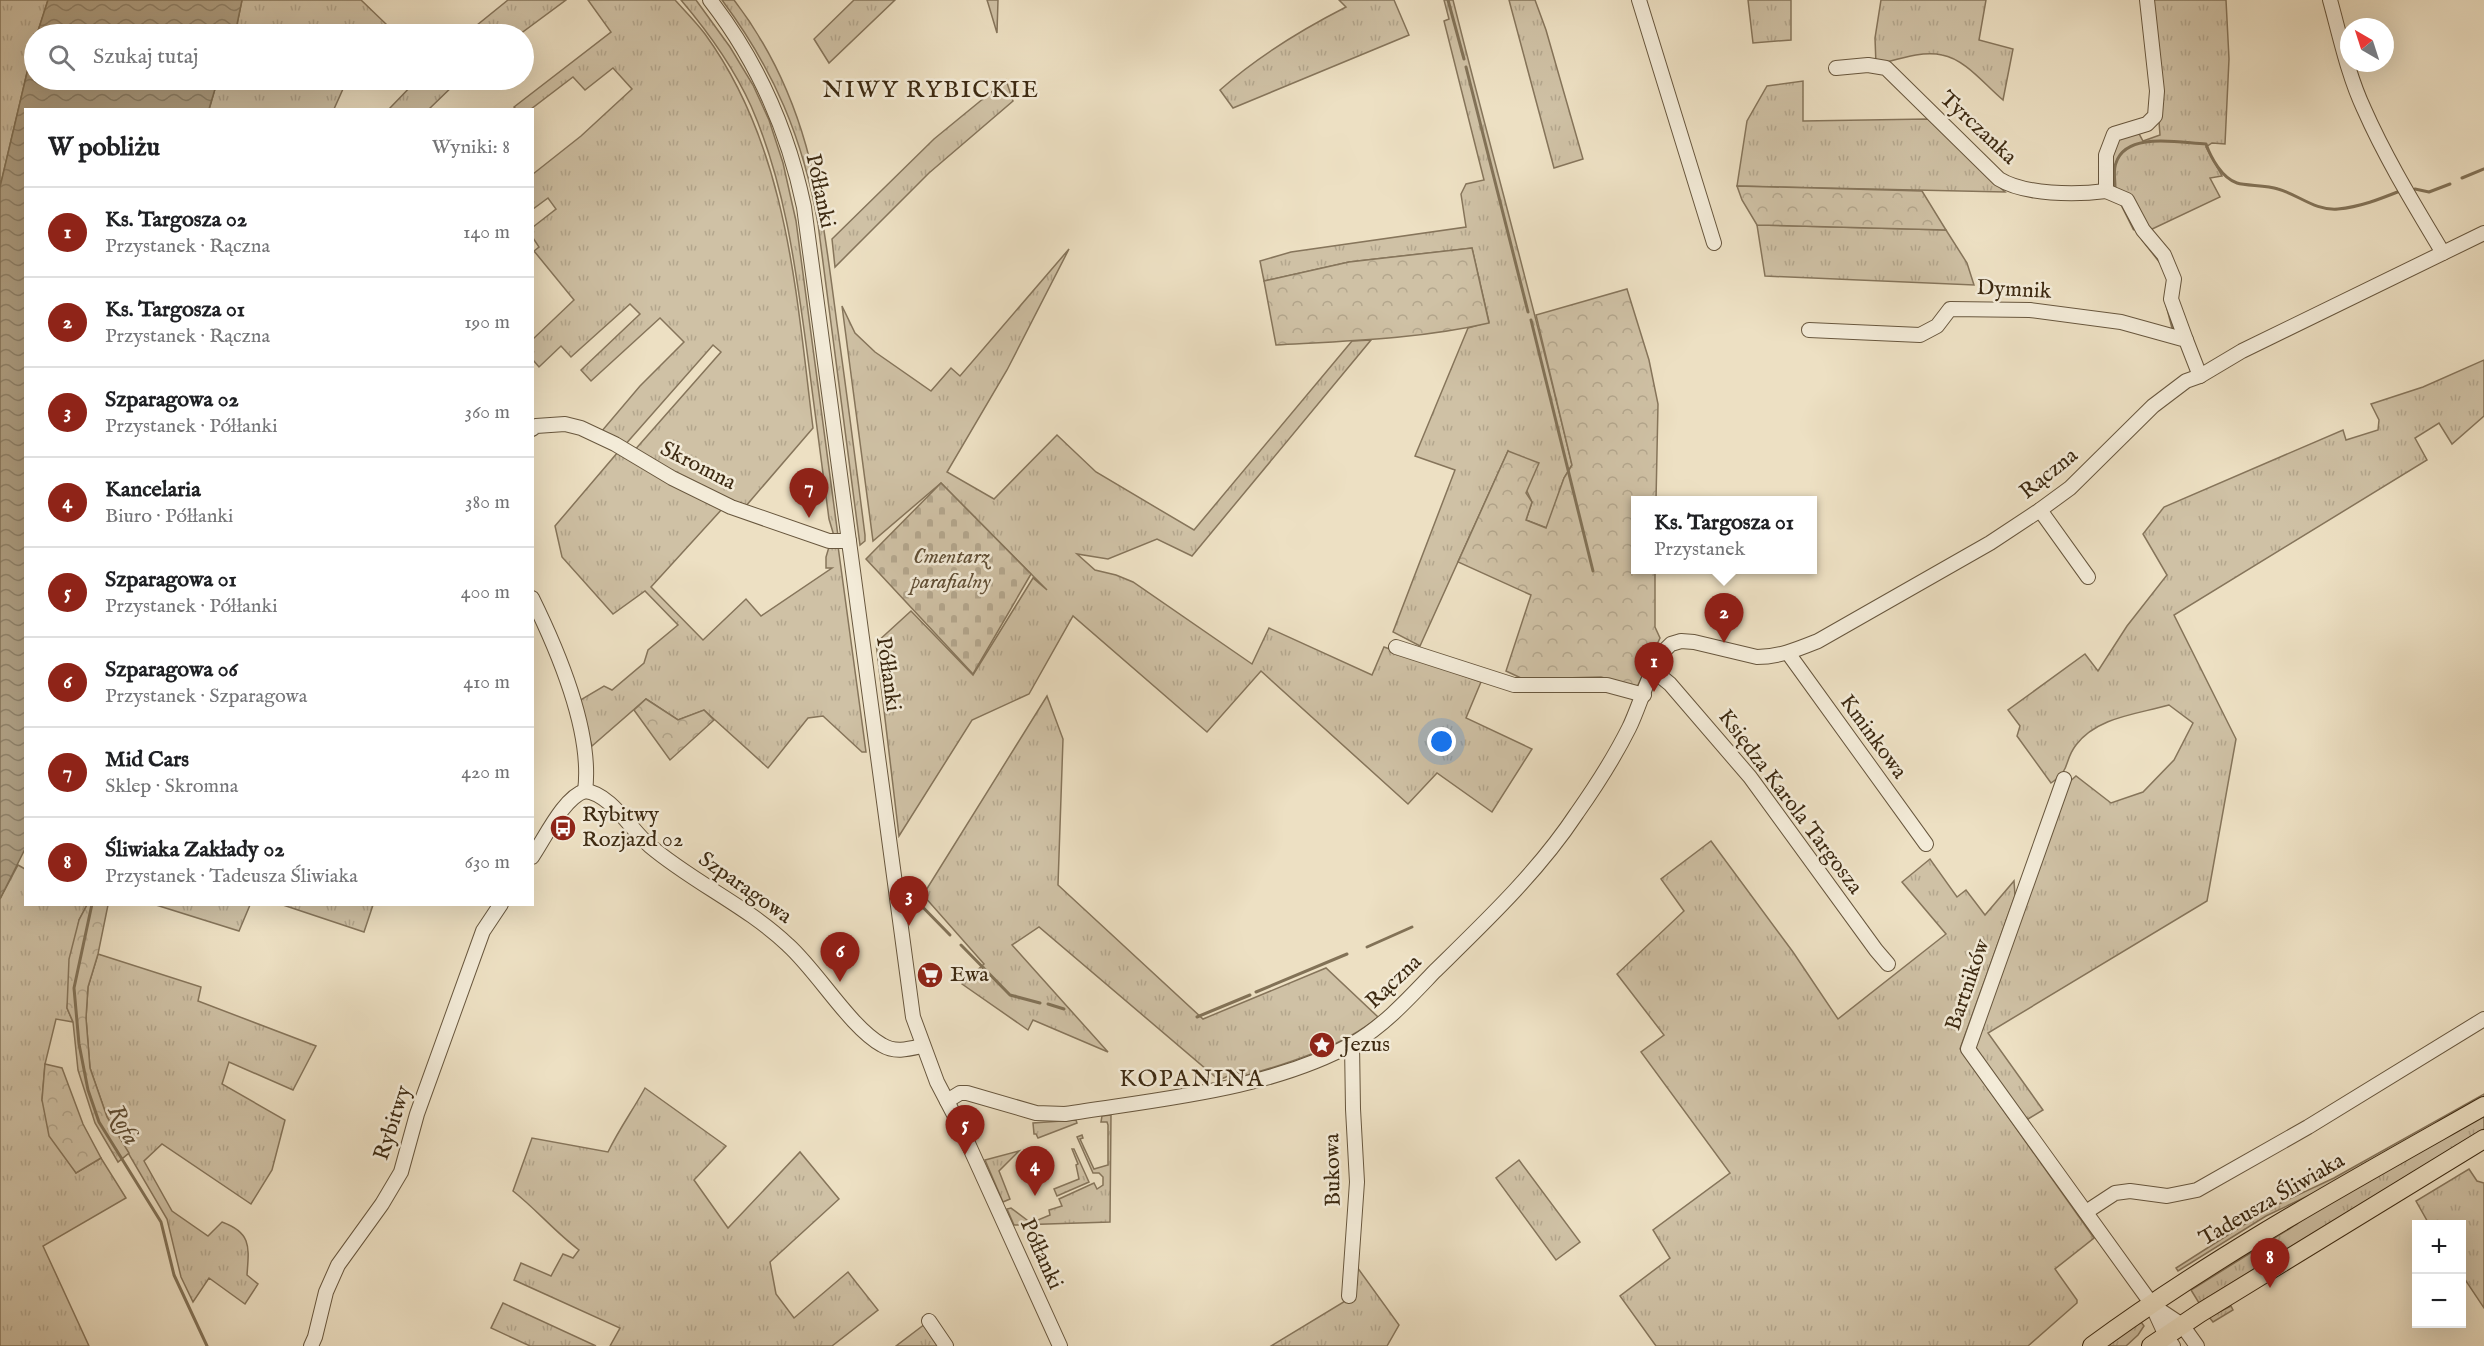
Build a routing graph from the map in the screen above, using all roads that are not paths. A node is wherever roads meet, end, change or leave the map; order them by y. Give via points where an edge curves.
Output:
1 (710, 0) edge
2 (1639, 0) edge
3 (2147, 0) edge
4 (2330, 0) edge
5 (1836, 68) dead end
6 (2106, 191) junction
7 (2484, 233) edge
8 (1714, 243) dead end
9 (2443, 253) junction
10 (1809, 330) dead end
11 (2186, 340) junction
12 (2200, 376) junction
13 (534, 428) edge
14 (2040, 510) junction
15 (849, 541) junction
16 (2088, 577) dead end
17 (534, 602) edge
18 (1396, 647) dead end
19 (1788, 653) junction
20 (1654, 671) junction
21 (1644, 695) junction
22 (2064, 779) dead end
23 (585, 791) junction
24 (1926, 844) dead end
25 (534, 854) edge
26 (500, 906) edge
27 (1888, 964) dead end
28 (2484, 1018) edge
29 (1353, 1044) junction
30 (922, 1046) junction
31 (946, 1101) junction
32 (2484, 1106) edge
33 (2484, 1139) edge
34 (2086, 1212) junction
35 (1349, 1296) dead end
36 (2151, 1304) junction
37 (929, 1321) dead end
38 (2182, 1325) junction
39 (2163, 1343) edge
40 (311, 1346) edge
41 (946, 1346) edge
42 (1060, 1346) edge
43 (2092, 1346) edge
44 (2197, 1346) edge

1 - 15 street, Półłanki via 758,73 795,165 809,236
2 - 8 street
3 - 6 street via 2157,91 2154,116 2146,124 2114,134 2106,155
4 - 9 street via 2363,108
5 - 6 street, Tyrczanka via 1886,68 1999,179 2013,187
6 - 11 street via 2127,200 2143,230 2164,255 2174,279 2171,300
7 - 9 street, Rączna
9 - 12 street, Rączna via 2242,351
10 - 11 street, Dymnik via 1920,335 1937,326 1950,309 2030,310 2121,322
11 - 12 street
12 - 14 street, Rączna via 2186,381 2153,406 2070,488
13 - 15 street, Skromna via 565,424 581,428 731,507 829,541
14 - 16 street
14 - 19 street, Rączna via 1828,636
15 - 30 street, Półłanki via 906,976
17 - 23 street via 572,697 587,758
18 - 21 street via 1514,686 1606,685
19 - 20 street, Rączna via 1757,657 1694,642 1677,642 1662,654
19 - 24 street, Kminkowa
20 - 21 street, Rączna
20 - 27 street, Księdza Karola Targosza via 1670,684 1750,777
21 - 29 street, Rączna via 1614,755 1550,850 1395,1011
22 - 34 street, Bartników via 1968,1049
23 - 25 street via 567,804
23 - 30 street, Szparagowa via 606,799 659,853 777,934 881,1045 898,1050
26 - 40 street, Rybitwy via 483,931 417,1113 401,1172 338,1265
28 - 34 street via 2205,1186 2167,1196 2115,1193
29 - 31 street, Rączna via 1268,1078 1065,1114 1036,1113 963,1093
29 - 35 street, Bukowa via 1357,1182
30 - 31 street, Półłanki
31 - 42 street, Półłanki
32 - 36 main road, Tadeusza Śliwiaka via 2274,1224
33 - 38 main road
34 - 36 street, Bartników
36 - 38 street
36 - 39 street
36 - 43 main road, Tadeusza Śliwiaka
37 - 41 street
38 - 39 main road
38 - 44 street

....................

● **DIRECTIONS FOR THIS TASK**:
Pictures aside, reproduce all of the data exactly.

● **TASK ANSWER**:
Build a routing graph from the map in the screen above, using all roads that are not paths. A node is wherever roads meet, end, change or leave the map; order them by y. Give via points where an edge curves.
Output:
1 (710, 0) edge
2 (1639, 0) edge
3 (2147, 0) edge
4 (2330, 0) edge
5 (1836, 68) dead end
6 (2106, 191) junction
7 (2484, 233) edge
8 (1714, 243) dead end
9 (2443, 253) junction
10 (1809, 330) dead end
11 (2186, 340) junction
12 (2200, 376) junction
13 (534, 428) edge
14 (2040, 510) junction
15 (849, 541) junction
16 (2088, 577) dead end
17 (534, 602) edge
18 (1396, 647) dead end
19 (1788, 653) junction
20 (1654, 671) junction
21 (1644, 695) junction
22 (2064, 779) dead end
23 (585, 791) junction
24 (1926, 844) dead end
25 (534, 854) edge
26 (500, 906) edge
27 (1888, 964) dead end
28 (2484, 1018) edge
29 (1353, 1044) junction
30 (922, 1046) junction
31 (946, 1101) junction
32 (2484, 1106) edge
33 (2484, 1139) edge
34 (2086, 1212) junction
35 (1349, 1296) dead end
36 (2151, 1304) junction
37 (929, 1321) dead end
38 (2182, 1325) junction
39 (2163, 1343) edge
40 (311, 1346) edge
41 (946, 1346) edge
42 (1060, 1346) edge
43 (2092, 1346) edge
44 (2197, 1346) edge

1 - 15 street, Półłanki via 758,73 795,165 809,236
2 - 8 street
3 - 6 street via 2157,91 2154,116 2146,124 2114,134 2106,155
4 - 9 street via 2363,108
5 - 6 street, Tyrczanka via 1886,68 1999,179 2013,187
6 - 11 street via 2127,200 2143,230 2164,255 2174,279 2171,300
7 - 9 street, Rączna
9 - 12 street, Rączna via 2242,351
10 - 11 street, Dymnik via 1920,335 1937,326 1950,309 2030,310 2121,322
11 - 12 street
12 - 14 street, Rączna via 2186,381 2153,406 2070,488
13 - 15 street, Skromna via 565,424 581,428 731,507 829,541
14 - 16 street
14 - 19 street, Rączna via 1828,636
15 - 30 street, Półłanki via 906,976
17 - 23 street via 572,697 587,758
18 - 21 street via 1514,686 1606,685
19 - 20 street, Rączna via 1757,657 1694,642 1677,642 1662,654
19 - 24 street, Kminkowa
20 - 21 street, Rączna
20 - 27 street, Księdza Karola Targosza via 1670,684 1750,777
21 - 29 street, Rączna via 1614,755 1550,850 1395,1011
22 - 34 street, Bartników via 1968,1049
23 - 25 street via 567,804
23 - 30 street, Szparagowa via 606,799 659,853 777,934 881,1045 898,1050
26 - 40 street, Rybitwy via 483,931 417,1113 401,1172 338,1265
28 - 34 street via 2205,1186 2167,1196 2115,1193
29 - 31 street, Rączna via 1268,1078 1065,1114 1036,1113 963,1093
29 - 35 street, Bukowa via 1357,1182
30 - 31 street, Półłanki
31 - 42 street, Półłanki
32 - 36 main road, Tadeusza Śliwiaka via 2274,1224
33 - 38 main road
34 - 36 street, Bartników
36 - 38 street
36 - 39 street
36 - 43 main road, Tadeusza Śliwiaka
37 - 41 street
38 - 39 main road
38 - 44 street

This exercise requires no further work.